Start of GIVEN RECORDS
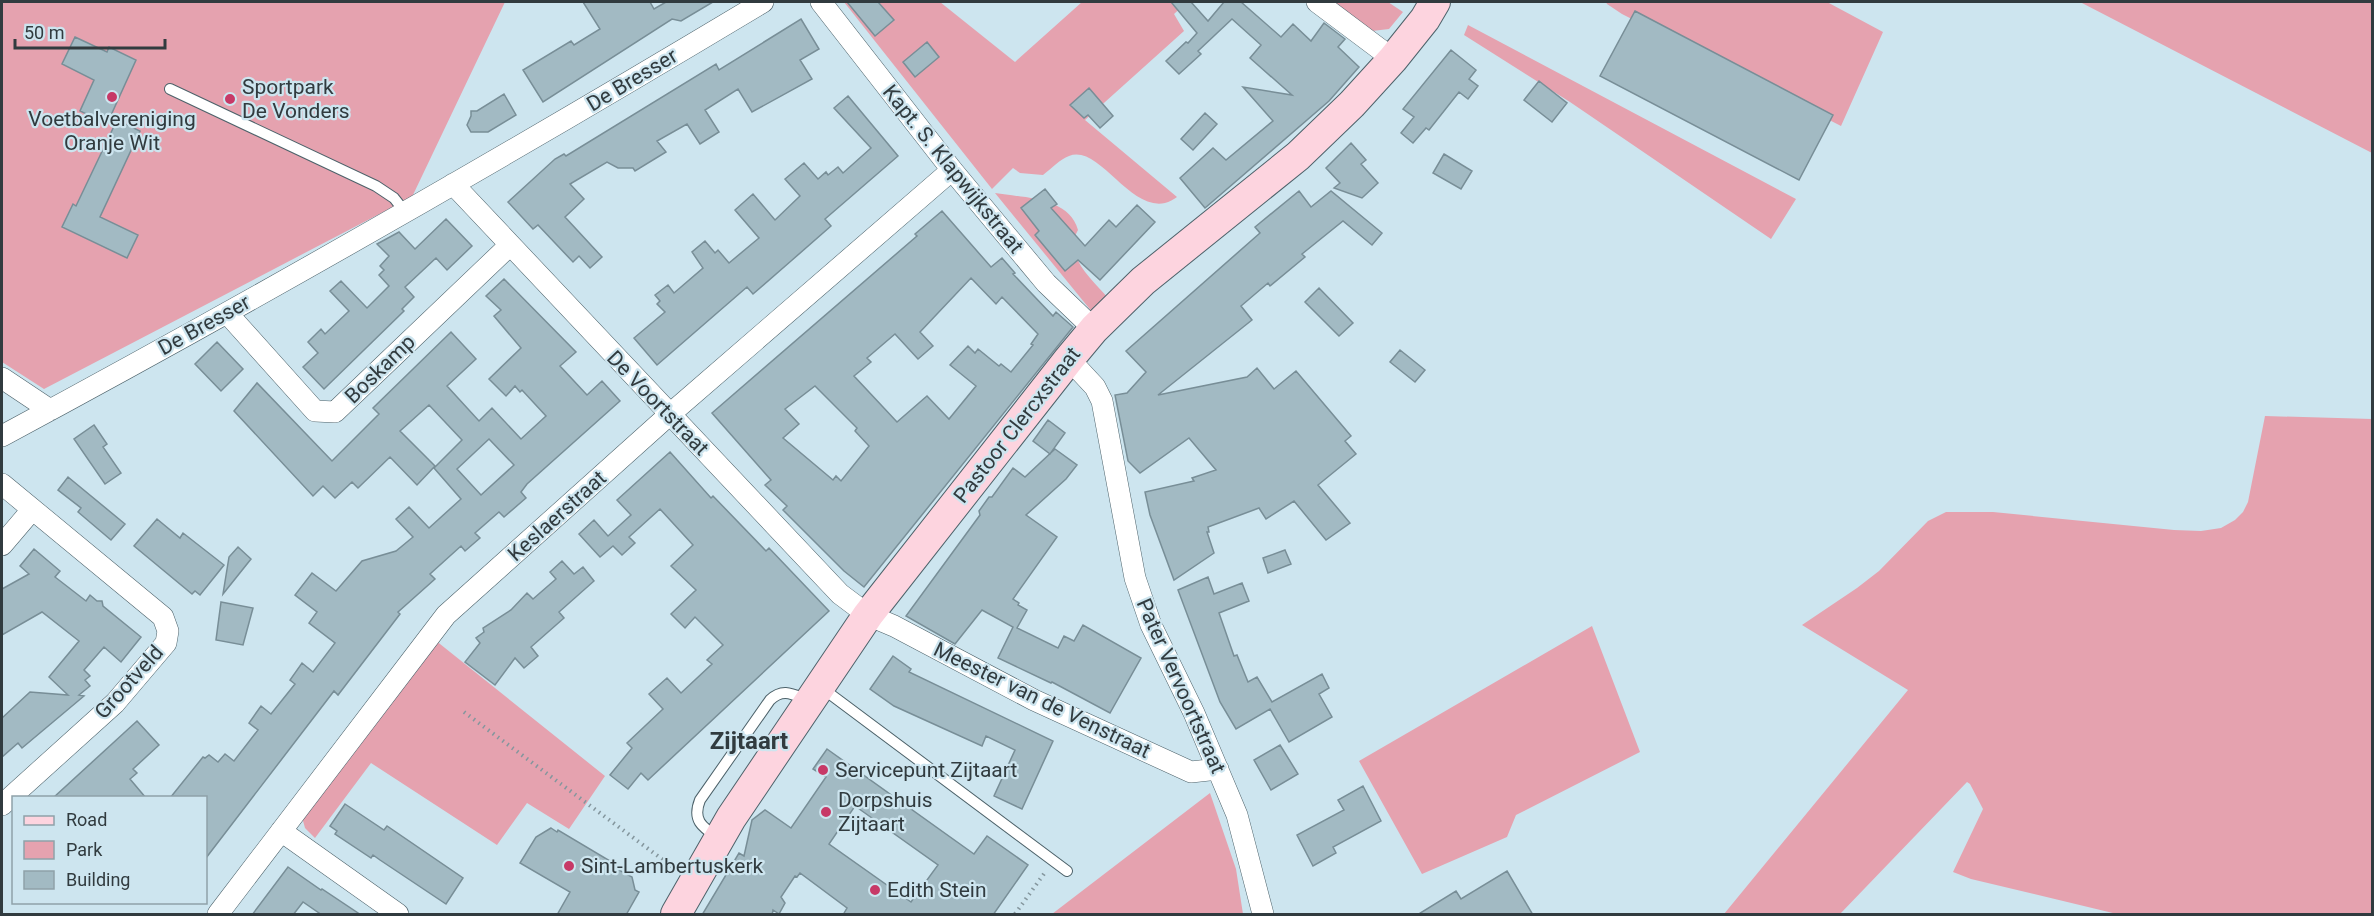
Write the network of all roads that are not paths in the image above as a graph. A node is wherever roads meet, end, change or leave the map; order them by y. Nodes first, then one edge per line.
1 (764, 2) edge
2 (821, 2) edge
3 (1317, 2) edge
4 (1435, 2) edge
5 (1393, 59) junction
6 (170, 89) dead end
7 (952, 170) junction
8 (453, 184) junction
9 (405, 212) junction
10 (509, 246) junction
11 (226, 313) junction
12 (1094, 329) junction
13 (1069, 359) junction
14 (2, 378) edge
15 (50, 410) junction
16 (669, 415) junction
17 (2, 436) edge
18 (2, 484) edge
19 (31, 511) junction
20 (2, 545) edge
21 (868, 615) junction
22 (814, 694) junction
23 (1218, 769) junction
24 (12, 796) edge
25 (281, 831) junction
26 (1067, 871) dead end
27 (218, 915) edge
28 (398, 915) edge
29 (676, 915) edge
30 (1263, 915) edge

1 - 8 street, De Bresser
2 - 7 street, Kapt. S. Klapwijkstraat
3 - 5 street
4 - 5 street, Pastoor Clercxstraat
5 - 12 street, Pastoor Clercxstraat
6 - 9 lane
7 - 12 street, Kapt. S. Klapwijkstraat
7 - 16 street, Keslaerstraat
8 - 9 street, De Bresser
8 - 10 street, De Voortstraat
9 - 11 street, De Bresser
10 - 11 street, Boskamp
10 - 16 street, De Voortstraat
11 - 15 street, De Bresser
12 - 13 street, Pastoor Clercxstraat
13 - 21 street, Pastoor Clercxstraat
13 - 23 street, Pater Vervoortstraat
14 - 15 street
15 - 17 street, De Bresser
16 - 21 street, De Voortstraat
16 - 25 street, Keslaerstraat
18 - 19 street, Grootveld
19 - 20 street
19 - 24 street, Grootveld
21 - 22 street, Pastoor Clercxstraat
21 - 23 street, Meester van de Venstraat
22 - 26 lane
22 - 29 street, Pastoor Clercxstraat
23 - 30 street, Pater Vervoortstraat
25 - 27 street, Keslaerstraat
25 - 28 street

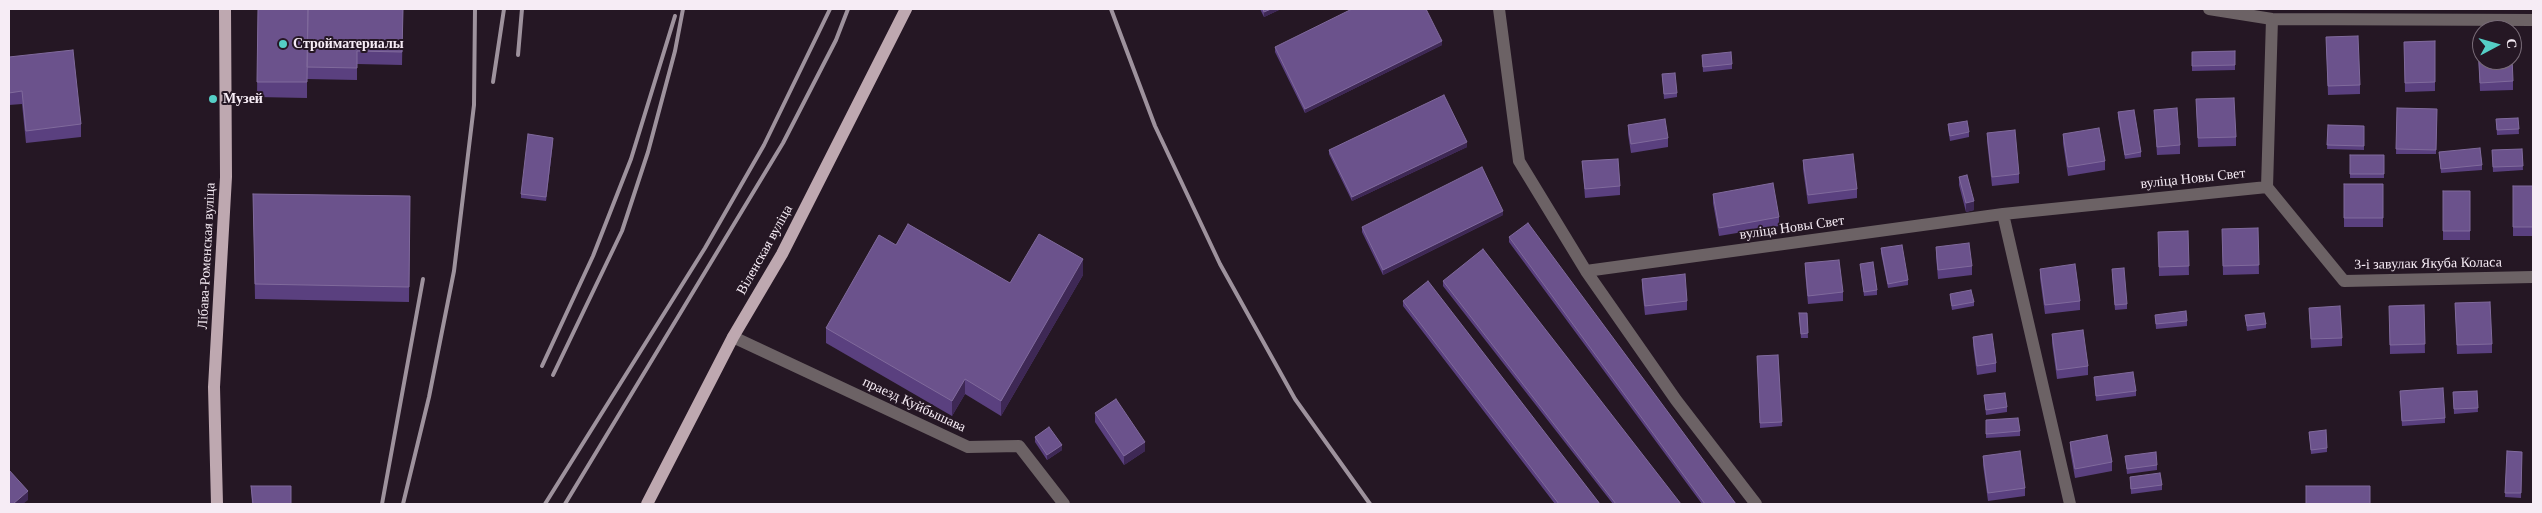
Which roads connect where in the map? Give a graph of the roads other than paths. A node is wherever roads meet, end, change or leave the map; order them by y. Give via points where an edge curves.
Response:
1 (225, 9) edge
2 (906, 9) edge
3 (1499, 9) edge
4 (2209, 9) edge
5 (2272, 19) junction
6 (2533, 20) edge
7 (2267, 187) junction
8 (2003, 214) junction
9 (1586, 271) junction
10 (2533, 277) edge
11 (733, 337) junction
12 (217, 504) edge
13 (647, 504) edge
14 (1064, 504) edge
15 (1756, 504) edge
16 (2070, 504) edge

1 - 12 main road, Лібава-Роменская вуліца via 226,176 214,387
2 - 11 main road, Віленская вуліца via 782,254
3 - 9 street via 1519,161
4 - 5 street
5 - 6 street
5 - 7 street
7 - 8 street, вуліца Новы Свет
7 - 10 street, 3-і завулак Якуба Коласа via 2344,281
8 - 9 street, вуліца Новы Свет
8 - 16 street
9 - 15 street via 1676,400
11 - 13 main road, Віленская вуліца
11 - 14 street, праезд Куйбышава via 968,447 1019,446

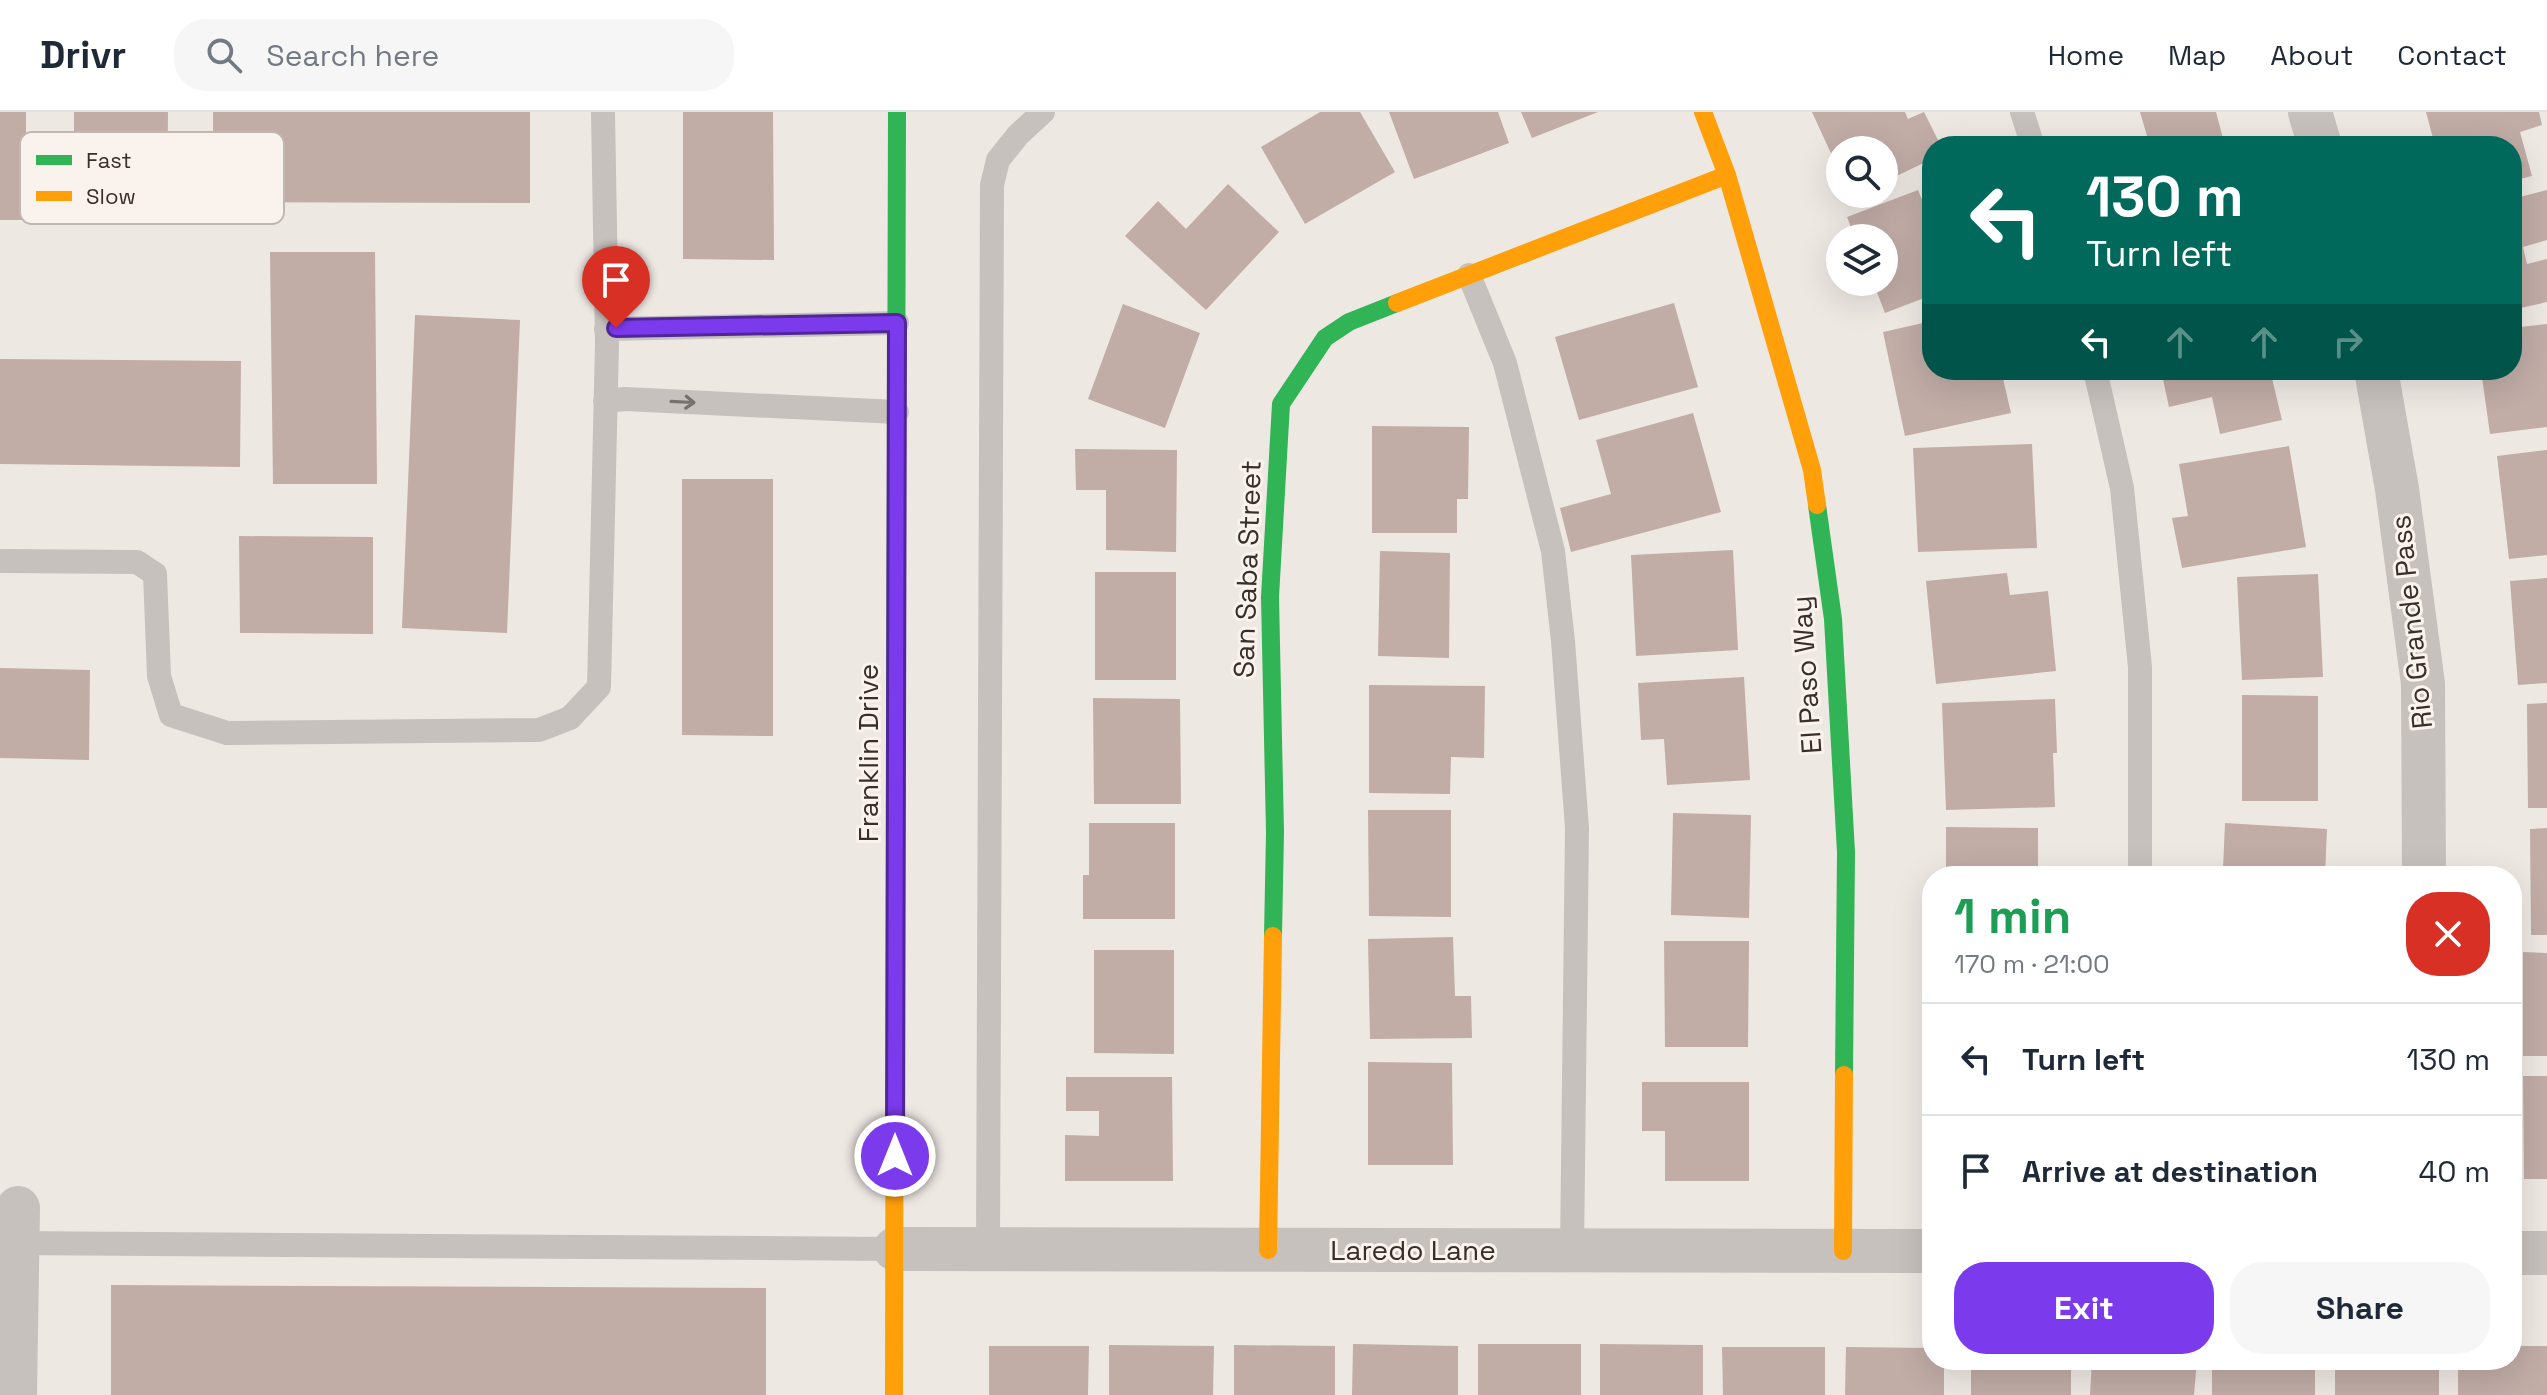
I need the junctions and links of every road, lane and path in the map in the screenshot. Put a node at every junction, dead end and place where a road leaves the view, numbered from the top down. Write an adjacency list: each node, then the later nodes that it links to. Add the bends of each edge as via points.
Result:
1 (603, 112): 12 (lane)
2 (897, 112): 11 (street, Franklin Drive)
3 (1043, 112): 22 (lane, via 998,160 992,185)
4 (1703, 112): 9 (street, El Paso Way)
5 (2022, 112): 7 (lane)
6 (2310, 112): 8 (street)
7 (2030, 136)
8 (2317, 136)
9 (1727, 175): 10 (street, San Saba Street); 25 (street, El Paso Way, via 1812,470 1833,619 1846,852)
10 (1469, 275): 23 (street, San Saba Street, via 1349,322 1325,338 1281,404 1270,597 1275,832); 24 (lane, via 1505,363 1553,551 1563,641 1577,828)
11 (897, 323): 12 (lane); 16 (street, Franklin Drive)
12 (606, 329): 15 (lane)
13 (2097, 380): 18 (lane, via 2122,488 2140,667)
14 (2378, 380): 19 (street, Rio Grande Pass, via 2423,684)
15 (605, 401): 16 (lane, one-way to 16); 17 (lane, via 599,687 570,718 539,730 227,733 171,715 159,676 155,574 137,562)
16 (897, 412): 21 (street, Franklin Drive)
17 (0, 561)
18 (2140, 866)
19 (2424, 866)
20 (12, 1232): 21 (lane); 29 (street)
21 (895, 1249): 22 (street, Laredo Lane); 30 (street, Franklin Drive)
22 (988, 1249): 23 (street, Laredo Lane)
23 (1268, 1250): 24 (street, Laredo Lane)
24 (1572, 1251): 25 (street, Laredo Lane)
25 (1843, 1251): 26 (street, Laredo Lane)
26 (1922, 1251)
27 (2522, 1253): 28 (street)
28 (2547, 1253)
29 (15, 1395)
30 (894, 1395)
End of GIVEN RECORDS
Check each line of the material above for the string "points". Please count those that have it and reply with the number only.

2